AIM OF THE TASK: Once you have reviewed the listing below, restate it word for word.

DATASET CONTENT:
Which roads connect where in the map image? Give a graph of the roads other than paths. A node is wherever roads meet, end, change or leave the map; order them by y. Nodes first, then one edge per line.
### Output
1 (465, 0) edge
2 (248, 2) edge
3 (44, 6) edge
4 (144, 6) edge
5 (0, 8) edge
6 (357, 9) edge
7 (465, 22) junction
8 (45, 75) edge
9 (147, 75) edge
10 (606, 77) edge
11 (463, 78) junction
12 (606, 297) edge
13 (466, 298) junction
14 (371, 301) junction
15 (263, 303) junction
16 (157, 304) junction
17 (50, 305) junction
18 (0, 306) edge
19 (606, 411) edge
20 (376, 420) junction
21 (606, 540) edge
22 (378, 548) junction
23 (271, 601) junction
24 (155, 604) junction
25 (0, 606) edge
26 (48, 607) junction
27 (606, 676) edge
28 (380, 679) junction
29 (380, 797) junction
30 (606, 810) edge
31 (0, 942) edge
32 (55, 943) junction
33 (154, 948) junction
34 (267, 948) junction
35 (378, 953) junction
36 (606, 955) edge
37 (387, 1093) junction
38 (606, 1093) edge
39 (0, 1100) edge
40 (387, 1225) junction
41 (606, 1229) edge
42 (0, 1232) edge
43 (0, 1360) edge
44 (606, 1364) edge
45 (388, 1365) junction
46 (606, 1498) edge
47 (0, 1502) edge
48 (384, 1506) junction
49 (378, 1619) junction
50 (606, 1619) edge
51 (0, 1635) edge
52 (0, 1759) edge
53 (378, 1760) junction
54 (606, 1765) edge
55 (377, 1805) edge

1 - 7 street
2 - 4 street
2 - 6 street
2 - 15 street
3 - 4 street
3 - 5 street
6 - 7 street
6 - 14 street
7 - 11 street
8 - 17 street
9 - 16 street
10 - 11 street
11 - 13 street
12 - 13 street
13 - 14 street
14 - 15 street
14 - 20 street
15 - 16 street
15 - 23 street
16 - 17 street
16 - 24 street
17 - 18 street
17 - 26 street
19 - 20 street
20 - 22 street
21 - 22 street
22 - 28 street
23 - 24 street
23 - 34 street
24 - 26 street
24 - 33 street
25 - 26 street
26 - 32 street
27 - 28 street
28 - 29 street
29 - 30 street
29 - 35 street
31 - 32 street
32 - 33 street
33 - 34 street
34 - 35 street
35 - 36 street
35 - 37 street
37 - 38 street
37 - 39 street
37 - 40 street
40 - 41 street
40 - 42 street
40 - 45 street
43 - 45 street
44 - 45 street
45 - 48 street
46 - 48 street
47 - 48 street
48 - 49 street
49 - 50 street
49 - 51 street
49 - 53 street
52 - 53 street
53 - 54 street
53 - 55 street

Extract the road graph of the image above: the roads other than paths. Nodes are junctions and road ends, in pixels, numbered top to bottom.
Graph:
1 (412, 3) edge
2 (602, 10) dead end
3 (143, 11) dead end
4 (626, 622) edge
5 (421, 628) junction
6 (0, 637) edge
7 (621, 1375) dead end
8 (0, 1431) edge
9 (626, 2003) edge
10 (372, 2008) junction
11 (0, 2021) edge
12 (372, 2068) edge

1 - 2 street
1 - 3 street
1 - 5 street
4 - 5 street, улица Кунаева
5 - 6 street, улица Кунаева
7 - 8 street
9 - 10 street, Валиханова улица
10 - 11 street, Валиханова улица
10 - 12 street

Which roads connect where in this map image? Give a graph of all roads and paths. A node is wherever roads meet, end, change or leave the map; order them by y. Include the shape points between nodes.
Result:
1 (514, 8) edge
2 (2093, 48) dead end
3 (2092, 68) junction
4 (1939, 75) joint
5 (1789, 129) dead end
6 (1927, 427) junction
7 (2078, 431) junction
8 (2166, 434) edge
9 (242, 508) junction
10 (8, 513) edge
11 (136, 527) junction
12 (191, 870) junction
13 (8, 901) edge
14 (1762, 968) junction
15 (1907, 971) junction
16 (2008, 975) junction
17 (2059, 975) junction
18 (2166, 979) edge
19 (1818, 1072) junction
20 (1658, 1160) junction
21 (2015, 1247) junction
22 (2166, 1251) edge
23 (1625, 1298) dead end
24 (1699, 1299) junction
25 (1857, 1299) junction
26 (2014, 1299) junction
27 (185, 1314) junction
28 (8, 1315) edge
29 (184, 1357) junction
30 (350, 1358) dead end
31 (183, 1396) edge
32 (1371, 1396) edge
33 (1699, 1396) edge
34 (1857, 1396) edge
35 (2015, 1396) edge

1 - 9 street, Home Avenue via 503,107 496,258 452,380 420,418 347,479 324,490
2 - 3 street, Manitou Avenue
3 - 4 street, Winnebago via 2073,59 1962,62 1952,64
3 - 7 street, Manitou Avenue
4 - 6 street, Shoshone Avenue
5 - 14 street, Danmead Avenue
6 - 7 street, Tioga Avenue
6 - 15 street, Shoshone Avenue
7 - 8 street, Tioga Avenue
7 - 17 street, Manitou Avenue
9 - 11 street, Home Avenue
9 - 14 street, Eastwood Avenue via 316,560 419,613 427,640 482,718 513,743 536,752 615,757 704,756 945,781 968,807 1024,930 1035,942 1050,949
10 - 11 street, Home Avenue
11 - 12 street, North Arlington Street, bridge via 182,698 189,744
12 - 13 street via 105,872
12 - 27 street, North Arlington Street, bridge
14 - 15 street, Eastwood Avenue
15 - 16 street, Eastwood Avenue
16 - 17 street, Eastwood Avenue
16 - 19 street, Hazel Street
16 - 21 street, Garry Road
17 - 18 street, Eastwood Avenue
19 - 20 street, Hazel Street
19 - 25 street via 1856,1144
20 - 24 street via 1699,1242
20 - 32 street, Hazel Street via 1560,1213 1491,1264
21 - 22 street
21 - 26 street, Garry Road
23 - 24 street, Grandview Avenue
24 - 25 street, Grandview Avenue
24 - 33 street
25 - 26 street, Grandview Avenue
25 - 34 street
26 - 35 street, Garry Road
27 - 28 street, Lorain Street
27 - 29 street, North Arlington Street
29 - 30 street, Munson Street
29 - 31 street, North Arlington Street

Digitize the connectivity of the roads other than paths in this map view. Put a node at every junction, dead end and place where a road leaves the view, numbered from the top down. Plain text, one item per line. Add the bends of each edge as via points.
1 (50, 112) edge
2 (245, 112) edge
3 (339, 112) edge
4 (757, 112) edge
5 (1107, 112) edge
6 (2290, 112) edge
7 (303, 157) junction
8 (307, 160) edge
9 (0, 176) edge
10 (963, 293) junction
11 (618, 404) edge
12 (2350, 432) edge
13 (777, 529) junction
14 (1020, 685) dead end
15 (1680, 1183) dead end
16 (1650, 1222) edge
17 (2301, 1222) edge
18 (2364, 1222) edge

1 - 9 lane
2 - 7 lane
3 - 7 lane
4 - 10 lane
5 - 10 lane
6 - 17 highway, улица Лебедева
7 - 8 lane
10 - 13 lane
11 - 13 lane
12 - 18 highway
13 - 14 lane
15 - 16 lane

TASK ANSWER:
Which roads connect where in the map image? Give a graph of the roads other than paths. A node is wherever roads meet, end, change or leave the map; order them by y. Nodes first, then one edge per line.
### Output
1 (465, 0) edge
2 (248, 2) edge
3 (44, 6) edge
4 (144, 6) edge
5 (0, 8) edge
6 (357, 9) edge
7 (465, 22) junction
8 (45, 75) edge
9 (147, 75) edge
10 (606, 77) edge
11 (463, 78) junction
12 (606, 297) edge
13 (466, 298) junction
14 (371, 301) junction
15 (263, 303) junction
16 (157, 304) junction
17 (50, 305) junction
18 (0, 306) edge
19 (606, 411) edge
20 (376, 420) junction
21 (606, 540) edge
22 (378, 548) junction
23 (271, 601) junction
24 (155, 604) junction
25 (0, 606) edge
26 (48, 607) junction
27 (606, 676) edge
28 (380, 679) junction
29 (380, 797) junction
30 (606, 810) edge
31 (0, 942) edge
32 (55, 943) junction
33 (154, 948) junction
34 (267, 948) junction
35 (378, 953) junction
36 (606, 955) edge
37 (387, 1093) junction
38 (606, 1093) edge
39 (0, 1100) edge
40 (387, 1225) junction
41 (606, 1229) edge
42 (0, 1232) edge
43 (0, 1360) edge
44 (606, 1364) edge
45 (388, 1365) junction
46 (606, 1498) edge
47 (0, 1502) edge
48 (384, 1506) junction
49 (378, 1619) junction
50 (606, 1619) edge
51 (0, 1635) edge
52 (0, 1759) edge
53 (378, 1760) junction
54 (606, 1765) edge
55 (377, 1805) edge

1 - 7 street
2 - 4 street
2 - 6 street
2 - 15 street
3 - 4 street
3 - 5 street
6 - 7 street
6 - 14 street
7 - 11 street
8 - 17 street
9 - 16 street
10 - 11 street
11 - 13 street
12 - 13 street
13 - 14 street
14 - 15 street
14 - 20 street
15 - 16 street
15 - 23 street
16 - 17 street
16 - 24 street
17 - 18 street
17 - 26 street
19 - 20 street
20 - 22 street
21 - 22 street
22 - 28 street
23 - 24 street
23 - 34 street
24 - 26 street
24 - 33 street
25 - 26 street
26 - 32 street
27 - 28 street
28 - 29 street
29 - 30 street
29 - 35 street
31 - 32 street
32 - 33 street
33 - 34 street
34 - 35 street
35 - 36 street
35 - 37 street
37 - 38 street
37 - 39 street
37 - 40 street
40 - 41 street
40 - 42 street
40 - 45 street
43 - 45 street
44 - 45 street
45 - 48 street
46 - 48 street
47 - 48 street
48 - 49 street
49 - 50 street
49 - 51 street
49 - 53 street
52 - 53 street
53 - 54 street
53 - 55 street

Extract the road graph of the image above: the roads other than paths. Nodes are junctions and road ends, in pixels, numbered top to bottom.
Graph:
1 (412, 3) edge
2 (602, 10) dead end
3 (143, 11) dead end
4 (626, 622) edge
5 (421, 628) junction
6 (0, 637) edge
7 (621, 1375) dead end
8 (0, 1431) edge
9 (626, 2003) edge
10 (372, 2008) junction
11 (0, 2021) edge
12 (372, 2068) edge

1 - 2 street
1 - 3 street
1 - 5 street
4 - 5 street, улица Кунаева
5 - 6 street, улица Кунаева
7 - 8 street
9 - 10 street, Валиханова улица
10 - 11 street, Валиханова улица
10 - 12 street

Which roads connect where in this map image? Give a graph of all roads and paths. A node is wherever roads meet, end, change or leave the map; order them by y. Include the shape points between nodes.
Result:
1 (514, 8) edge
2 (2093, 48) dead end
3 (2092, 68) junction
4 (1939, 75) joint
5 (1789, 129) dead end
6 (1927, 427) junction
7 (2078, 431) junction
8 (2166, 434) edge
9 (242, 508) junction
10 (8, 513) edge
11 (136, 527) junction
12 (191, 870) junction
13 (8, 901) edge
14 (1762, 968) junction
15 (1907, 971) junction
16 (2008, 975) junction
17 (2059, 975) junction
18 (2166, 979) edge
19 (1818, 1072) junction
20 (1658, 1160) junction
21 (2015, 1247) junction
22 (2166, 1251) edge
23 (1625, 1298) dead end
24 (1699, 1299) junction
25 (1857, 1299) junction
26 (2014, 1299) junction
27 (185, 1314) junction
28 (8, 1315) edge
29 (184, 1357) junction
30 (350, 1358) dead end
31 (183, 1396) edge
32 (1371, 1396) edge
33 (1699, 1396) edge
34 (1857, 1396) edge
35 (2015, 1396) edge

1 - 9 street, Home Avenue via 503,107 496,258 452,380 420,418 347,479 324,490
2 - 3 street, Manitou Avenue
3 - 4 street, Winnebago via 2073,59 1962,62 1952,64
3 - 7 street, Manitou Avenue
4 - 6 street, Shoshone Avenue
5 - 14 street, Danmead Avenue
6 - 7 street, Tioga Avenue
6 - 15 street, Shoshone Avenue
7 - 8 street, Tioga Avenue
7 - 17 street, Manitou Avenue
9 - 11 street, Home Avenue
9 - 14 street, Eastwood Avenue via 316,560 419,613 427,640 482,718 513,743 536,752 615,757 704,756 945,781 968,807 1024,930 1035,942 1050,949
10 - 11 street, Home Avenue
11 - 12 street, North Arlington Street, bridge via 182,698 189,744
12 - 13 street via 105,872
12 - 27 street, North Arlington Street, bridge
14 - 15 street, Eastwood Avenue
15 - 16 street, Eastwood Avenue
16 - 17 street, Eastwood Avenue
16 - 19 street, Hazel Street
16 - 21 street, Garry Road
17 - 18 street, Eastwood Avenue
19 - 20 street, Hazel Street
19 - 25 street via 1856,1144
20 - 24 street via 1699,1242
20 - 32 street, Hazel Street via 1560,1213 1491,1264
21 - 22 street
21 - 26 street, Garry Road
23 - 24 street, Grandview Avenue
24 - 25 street, Grandview Avenue
24 - 33 street
25 - 26 street, Grandview Avenue
25 - 34 street
26 - 35 street, Garry Road
27 - 28 street, Lorain Street
27 - 29 street, North Arlington Street
29 - 30 street, Munson Street
29 - 31 street, North Arlington Street

Digitize the connectivity of the roads other than paths in this map view. Put a node at every junction, dead end and place where a road leaves the view, numbered from the top down. Plain text, one item per line. Add the bends of each edge as via points.
1 (50, 112) edge
2 (245, 112) edge
3 (339, 112) edge
4 (757, 112) edge
5 (1107, 112) edge
6 (2290, 112) edge
7 (303, 157) junction
8 (307, 160) edge
9 (0, 176) edge
10 (963, 293) junction
11 (618, 404) edge
12 (2350, 432) edge
13 (777, 529) junction
14 (1020, 685) dead end
15 (1680, 1183) dead end
16 (1650, 1222) edge
17 (2301, 1222) edge
18 (2364, 1222) edge

1 - 9 lane
2 - 7 lane
3 - 7 lane
4 - 10 lane
5 - 10 lane
6 - 17 highway, улица Лебедева
7 - 8 lane
10 - 13 lane
11 - 13 lane
12 - 18 highway
13 - 14 lane
15 - 16 lane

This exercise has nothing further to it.